Cultural dispossession

Cultural dispossession - Intentional and/or unintentional erasure of cultural goods and values, such as ways of speaking, expressing humour, or sounds and voices that contribute to a cultural identity, or their inappropriate re-use in other cultures.

Source: MIT AI Risk Repositorymit968

ENTITY

3 - Other

INTENT

3 - Other

TIMING

3 - Other

Risk ID

mit968

Domain lineage

6. Socioeconomic and Environmental

262 mapped risks

6.3 > Economic and cultural devaluation of human effort

Mitigation strategy

1. **Establish and Enforce Indigenous Data Sovereignty and Consent Frameworks:** Mandate the adoption of protocols such as Free, Prior, and Informed Consent (FPIC) and Indigenous Data Governance principles (e.g., OCAP) for all data collection, model training, and utilization concerning cultural heritage, traditional knowledge, and identity. This is a structural requirement to ensure communities retain control and ownership over their intangible assets in the digital sphere. 2. **Integrate Traditional Governance and Knowledge into AI Development:** Require the meaningful and structural inclusion of Indigenous communities and their customary governance systems in the design, decision-making, and regulatory frameworks for AI systems.
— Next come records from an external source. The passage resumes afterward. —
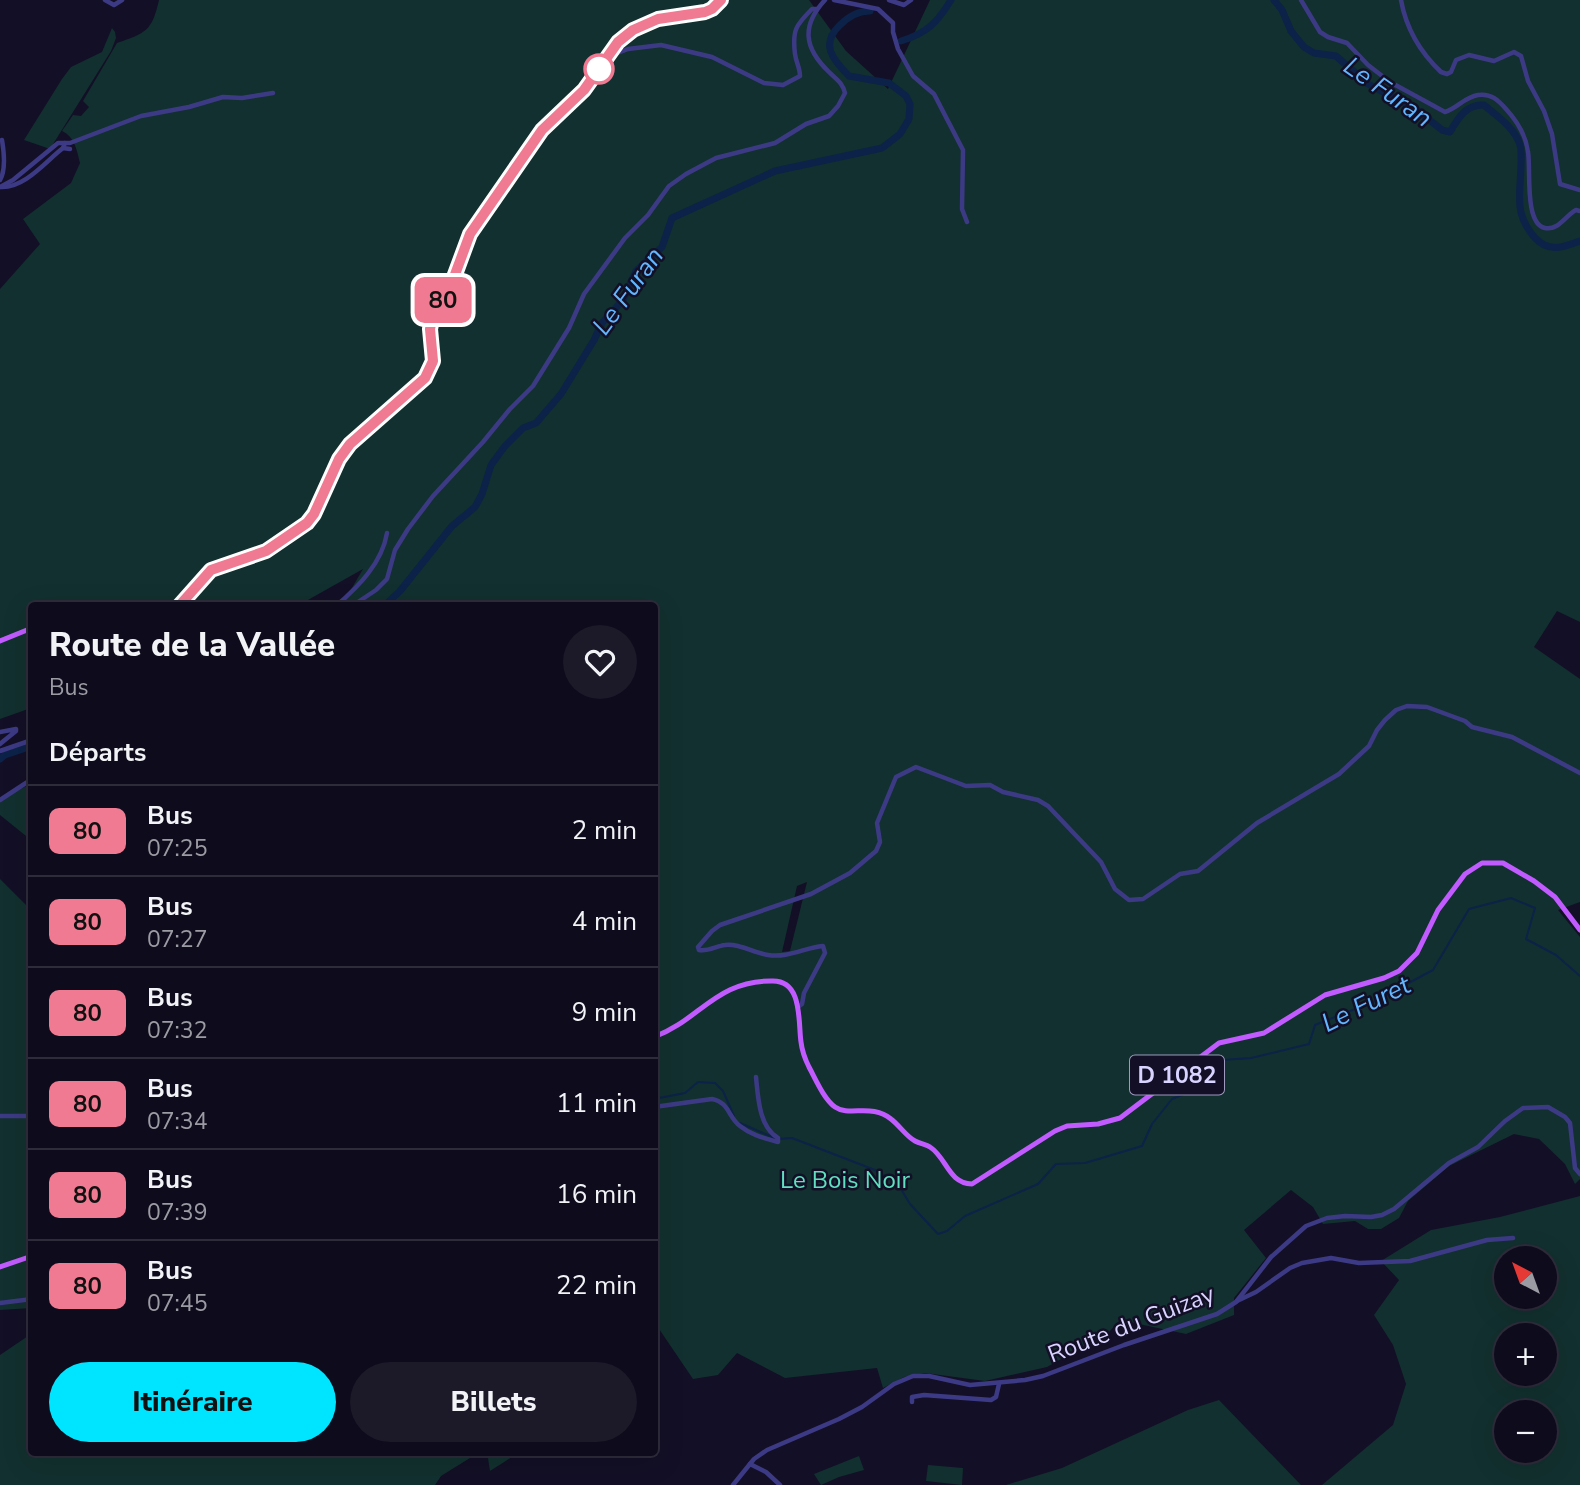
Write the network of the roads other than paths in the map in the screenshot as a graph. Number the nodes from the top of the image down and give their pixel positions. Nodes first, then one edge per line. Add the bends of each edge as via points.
1 (105, 0) edge
2 (122, 0) edge
3 (721, 0) edge
4 (889, 0) edge
5 (911, 0) edge
6 (1301, 0) edge
7 (1401, 0) edge
8 (828, 1) edge
9 (818, 9) junction
10 (607, 57) junction
11 (273, 93) dead end
12 (2, 140) dead end
13 (64, 145) junction
14 (70, 149) dead end
15 (0, 180) edge
16 (0, 187) edge
17 (1580, 190) edge
18 (1580, 211) edge
19 (967, 222) dead end
20 (387, 533) dead end
21 (183, 602) edge
22 (340, 602) edge
23 (358, 602) edge
24 (28, 630) edge
25 (0, 641) edge
26 (0, 732) edge
27 (28, 741) edge
28 (0, 744) edge
29 (0, 751) edge
30 (1580, 773) edge
31 (28, 782) edge
32 (0, 800) edge
33 (1580, 930) edge
34 (798, 1007) junction
35 (658, 1035) edge
36 (756, 1077) dead end
37 (658, 1107) edge
38 (0, 1116) edge
39 (28, 1116) edge
40 (1580, 1174) edge
41 (1513, 1238) dead end
42 (28, 1257) edge
43 (0, 1267) edge
44 (28, 1300) edge
45 (1236, 1302) junction
46 (0, 1303) edge
47 (999, 1384) junction
48 (912, 1402) dead end
49 (750, 1464) junction
50 (733, 1485) edge
51 (780, 1485) edge

1 - 2 street via 114,5
3 - 10 main road via 705,12 648,23 625,36
4 - 5 street via 904,5
6 - 18 street via 1320,32 1347,43 1390,82 1445,112 1477,96 1498,100 1522,132 1528,150 1532,215 1546,229
7 - 17 street via 1405,22 1441,72 1451,72 1456,60 1469,55 1494,61 1514,52 1521,57 1552,134 1560,184
8 - 9 street
8 - 19 street via 878,9 892,23 898,49 912,76 934,94 963,150 962,209
9 - 10 street via 799,20 795,56 800,76 782,85 764,83 712,57 661,44
9 - 23 street via 807,39 817,60 843,85 845,93 838,106 829,117 806,124 782,140 716,158 669,186 584,294 533,386 433,496 396,550 384,584
10 - 21 main road via 584,90 542,130 470,234 450,288 433,315 433,361 425,378 350,444 307,523 266,551 211,570
11 - 13 street via 223,97 141,116
12 - 15 street
13 - 14 street
13 - 16 street via 58,143
20 - 22 street via 369,573
24 - 25 main road
26 - 28 street via 16,729
27 - 29 street
30 - 34 street via 1512,737 1472,727 1427,707 1406,706 1385,720 1369,746 1339,774 1257,823 1198,871 1180,874 1143,899 1129,900 1115,889 1101,862 1048,806 990,785 966,786 916,767 897,777 877,822 880,842 876,851 850,873 811,894 720,925 698,947 703,951 733,945 778,956 823,946 825,953
31 - 32 street
33 - 34 main road, D 1082 via 1555,897 1534,881 1503,863 1482,863 1465,874 1438,909 1417,953 1399,971 1325,995 1264,1033 1219,1044 1120,1118 1055,1131 972,1184 956,1179 933,1150 886,1116 834,1106 806,1061
34 - 35 main road, D 1082 via 795,996 777,981 737,986
36 - 37 street via 765,1125 778,1140 741,1127 725,1105 712,1098
38 - 39 street
40 - 45 street, Route du Guizay via 1565,1117 1548,1107 1523,1108 1394,1209 1371,1217 1327,1218 1306,1226 1271,1257
41 - 45 street via 1485,1240 1410,1261 1360,1264 1331,1258 1303,1263
42 - 43 main road
44 - 46 street
45 - 47 street, Route du Guizay via 1204,1320 1043,1376
47 - 48 street via 991,1400 924,1395 912,1396
47 - 49 street, Route du Guizay via 970,1385 914,1376 852,1413 767,1450
49 - 50 street, Route du Guizay
49 - 51 street

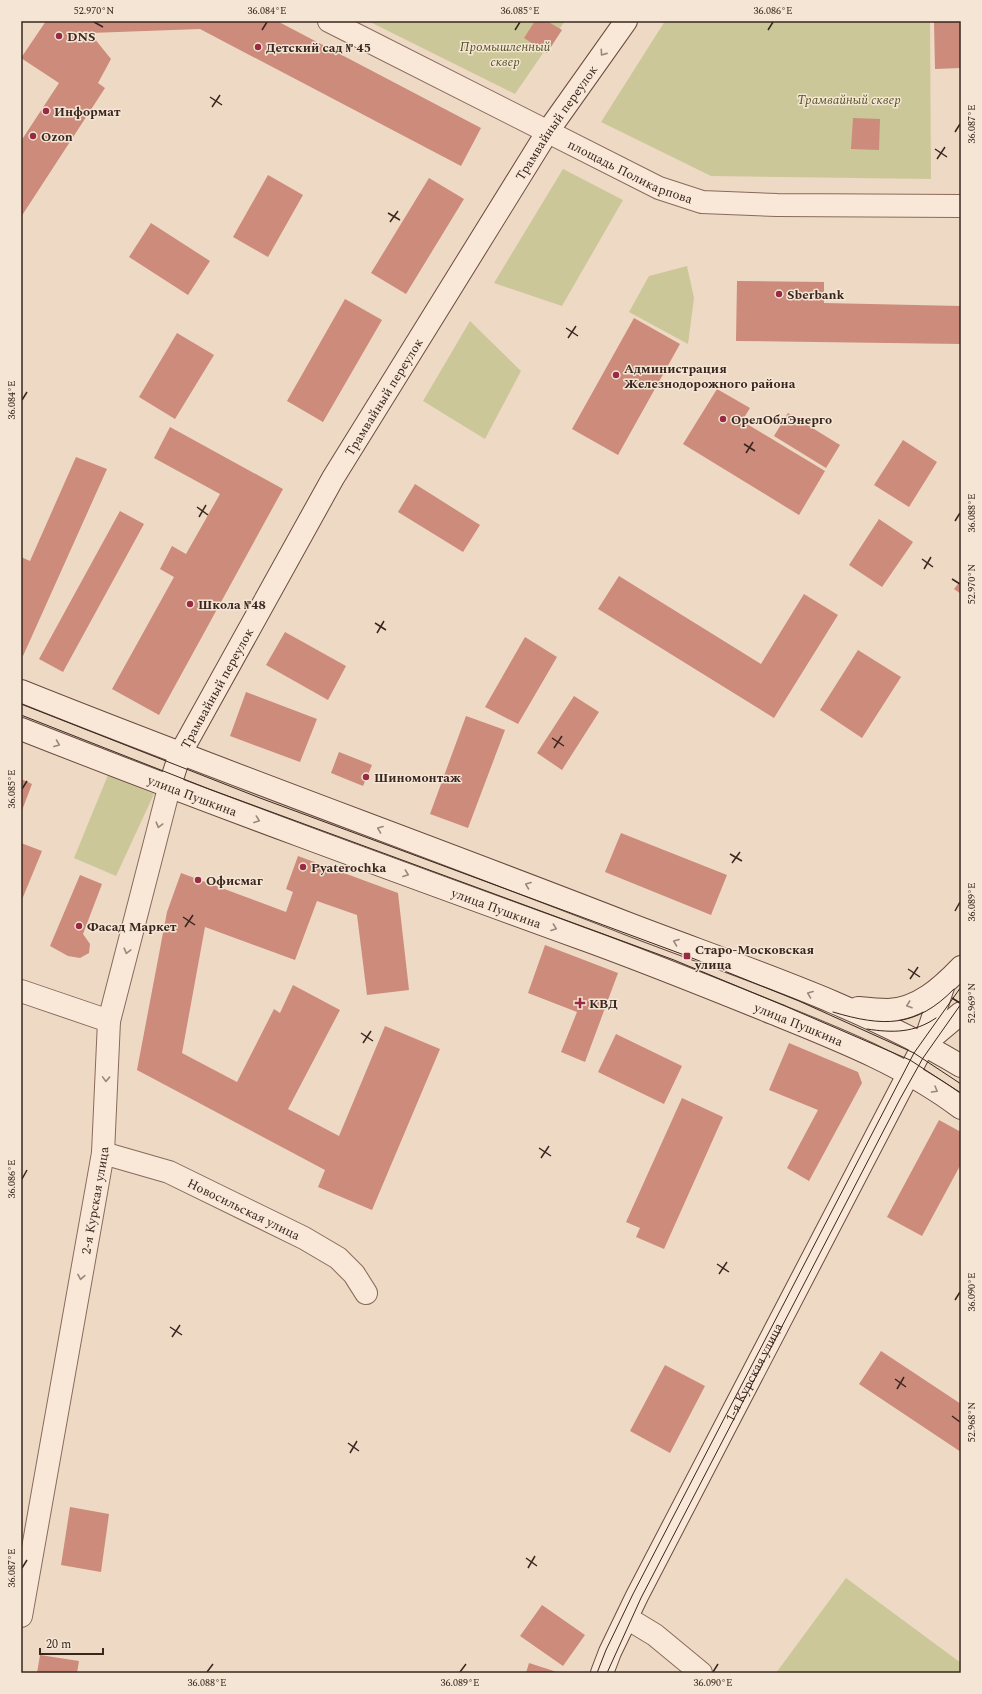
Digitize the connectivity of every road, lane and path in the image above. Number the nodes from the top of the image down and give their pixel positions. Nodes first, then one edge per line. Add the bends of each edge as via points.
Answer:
1 (329, 21) edge
2 (626, 21) edge
3 (548, 131) junction
4 (961, 206) edge
5 (21, 691) edge
6 (21, 729) edge
7 (180, 754) junction
8 (169, 788) junction
9 (961, 967) edge
10 (943, 986) junction
11 (21, 991) edge
12 (846, 1008) junction
13 (961, 1013) edge
14 (109, 1021) junction
15 (924, 1044) junction
16 (961, 1066) edge
17 (908, 1074) junction
18 (961, 1108) edge
19 (103, 1152) junction
20 (366, 1293) dead end
21 (21, 1616) edge
22 (627, 1618) junction
23 (602, 1673) edge
24 (701, 1673) edge

1 - 3 main road, площадь Поликарпова
2 -> 3 main road, Трамвайный переулок
3 - 4 main road, площадь Поликарпова via 659,188 702,202
3 - 7 main road, Трамвайный переулок via 333,478
5 - 7 main road
6 -> 8 main road, улица Пушкина
7 - 8 main road, Трамвайный переулок
12 -> 7 main road
8 -> 14 main road, 2-я Курская улица
8 -> 17 main road, улица Пушкина via 665,969 840,1041
9 - 10 main road
10 -> 12 main road via 921,1000 890,1010
10 - 15 main road
11 - 14 main road
12 - 15 main road
13 - 15 main road
14 -> 19 main road, 2-я Курская улица
15 - 16 main road
15 - 17 main road, 1-я Курская улица
17 -> 18 main road, улица Пушкина via 942,1093
17 - 22 main road, 1-я Курская улица
19 - 20 main road, Новосильская улица via 169,1172 304,1238 338,1258 354,1274
19 -> 21 main road, 2-я Курская улица
22 - 23 main road, 1-я Курская улица
22 - 24 main road via 655,1635

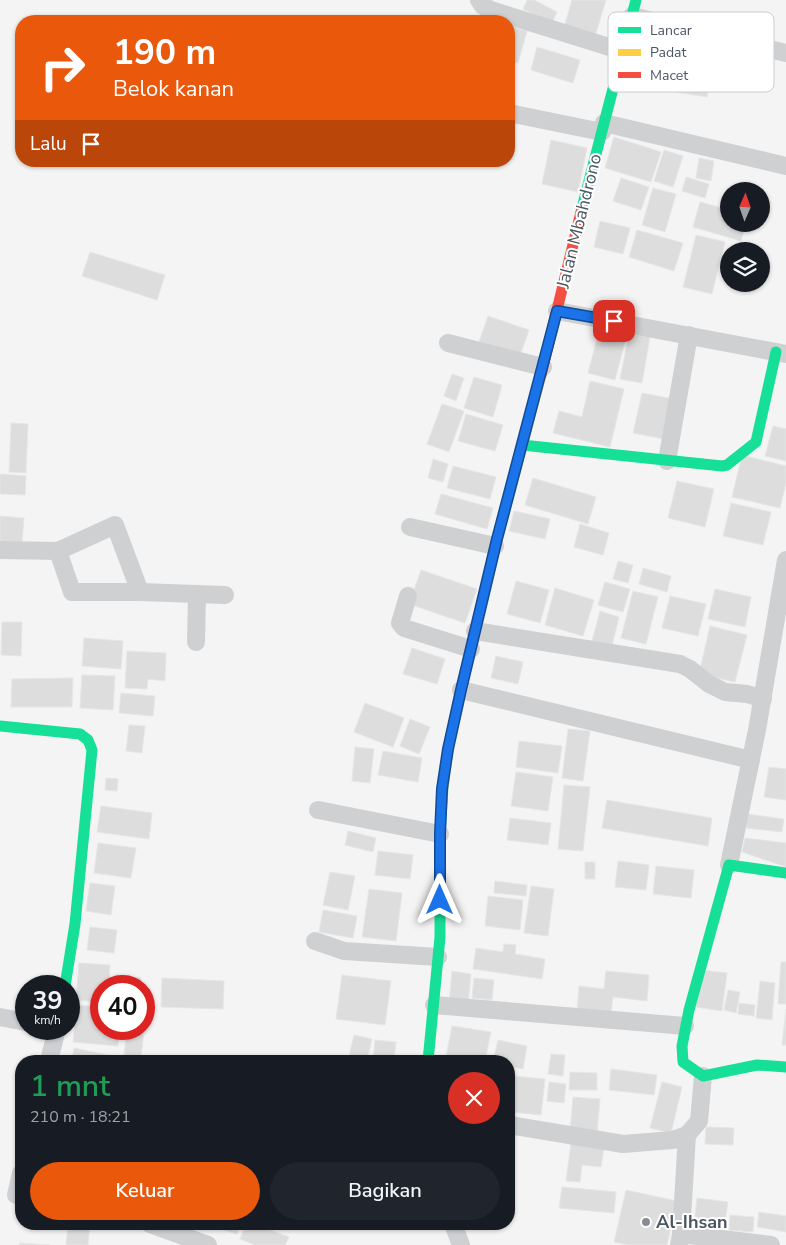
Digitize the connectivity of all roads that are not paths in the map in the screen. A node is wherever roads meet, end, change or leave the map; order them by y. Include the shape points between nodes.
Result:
1 (479, 0) edge
2 (634, 8) edge
3 (648, 12) edge
4 (507, 15) edge
5 (515, 18) edge
6 (608, 48) edge
7 (774, 49) edge
8 (786, 53) edge
9 (612, 92) edge
10 (515, 114) edge
11 (603, 128) junction
12 (786, 166) edge
13 (557, 311) junction
14 (689, 336) junction
15 (448, 342) dead end
16 (781, 353) edge
17 (543, 367) junction
18 (522, 444) junction
19 (668, 461) junction
20 (410, 527) dead end
21 (495, 546) junction
22 (0, 550) edge
23 (58, 551) junction
24 (786, 560) edge
25 (140, 592) junction
26 (197, 594) junction
27 (225, 595) dead end
28 (408, 596) dead end
29 (475, 631) junction
30 (196, 642) dead end
31 (471, 649) junction
32 (461, 690) junction
33 (763, 699) junction
34 (0, 726) edge
35 (751, 760) junction
36 (318, 810) dead end
37 (440, 834) junction
38 (729, 865) junction
39 (786, 873) edge
40 (315, 941) dead end
41 (438, 957) junction
42 (67, 975) edge
43 (434, 1005) junction
44 (0, 1017) edge
45 (15, 1020) edge
46 (686, 1026) junction
47 (54, 1040) edge
48 (50, 1055) edge
49 (429, 1055) edge
50 (786, 1066) edge
51 (704, 1076) junction
52 (515, 1126) edge
53 (687, 1135) junction
54 (159, 1230) edge
55 (455, 1230) edge
56 (173, 1239) edge
57 (680, 1240) edge
58 (208, 1245) edge
59 (461, 1245) edge
60 (771, 1245) edge

1 - 4 street via 483,6
2 - 3 street
5 - 6 street
7 - 8 street
9 - 11 street, Jalan Mbahdrono
10 - 11 street
11 - 12 street
11 - 13 street, Jalan Mbahdrono
13 - 14 street
13 - 17 street, Jalan Mbahdrono
14 - 16 street
14 - 19 street
15 - 17 street
16 - 19 street via 756,442 727,465
17 - 18 street, Jalan Mbahdrono
18 - 19 street
18 - 21 street, Jalan Mbahdrono
20 - 21 street
21 - 29 street, Jalan Mbahdrono
22 - 23 street
23 - 25 street via 72,592
23 - 25 street via 115,525
24 - 33 street
25 - 26 street
26 - 27 street
26 - 30 street
28 - 31 street via 400,622 404,628
29 - 31 street, Jalan Mbahdrono
29 - 33 street via 680,664 725,692
31 - 32 street, Jalan Mbahdrono
32 - 35 street
32 - 37 street, Jalan Mbahdrono via 442,789
33 - 35 street
34 - 42 street via 80,734 86,736 92,750
35 - 38 street
36 - 37 street
37 - 41 street, Jalan Mbahdrono
38 - 39 street
38 - 46 street
40 - 41 street via 344,951
41 - 43 street, Jalan Mbahdrono
43 - 46 street
43 - 49 street, Jalan Mbahdrono
44 - 45 street
46 - 51 street via 683,1062
47 - 48 street
50 - 51 street via 757,1065
51 - 53 street via 699,1121
52 - 53 street via 623,1144 673,1140
53 - 57 street
54 - 56 street
55 - 59 street
56 - 58 street
57 - 60 street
This prevents the erasure of cultural values and ensures that technological applications are culturally grounded and enhance, rather than supplant, traditional knowledge systems. 3. **Implement Algorithmic Fairness and Bias Mitigation:** Enact rigorous technical and policy standards, including comprehensive auditing and the use of diverse, representative datasets, to mitigate algorithmic bias. This action is critical to prevent AI systems from reinforcing historical misrepresentations, exclusion, or the inappropriate re-use of cultural elements.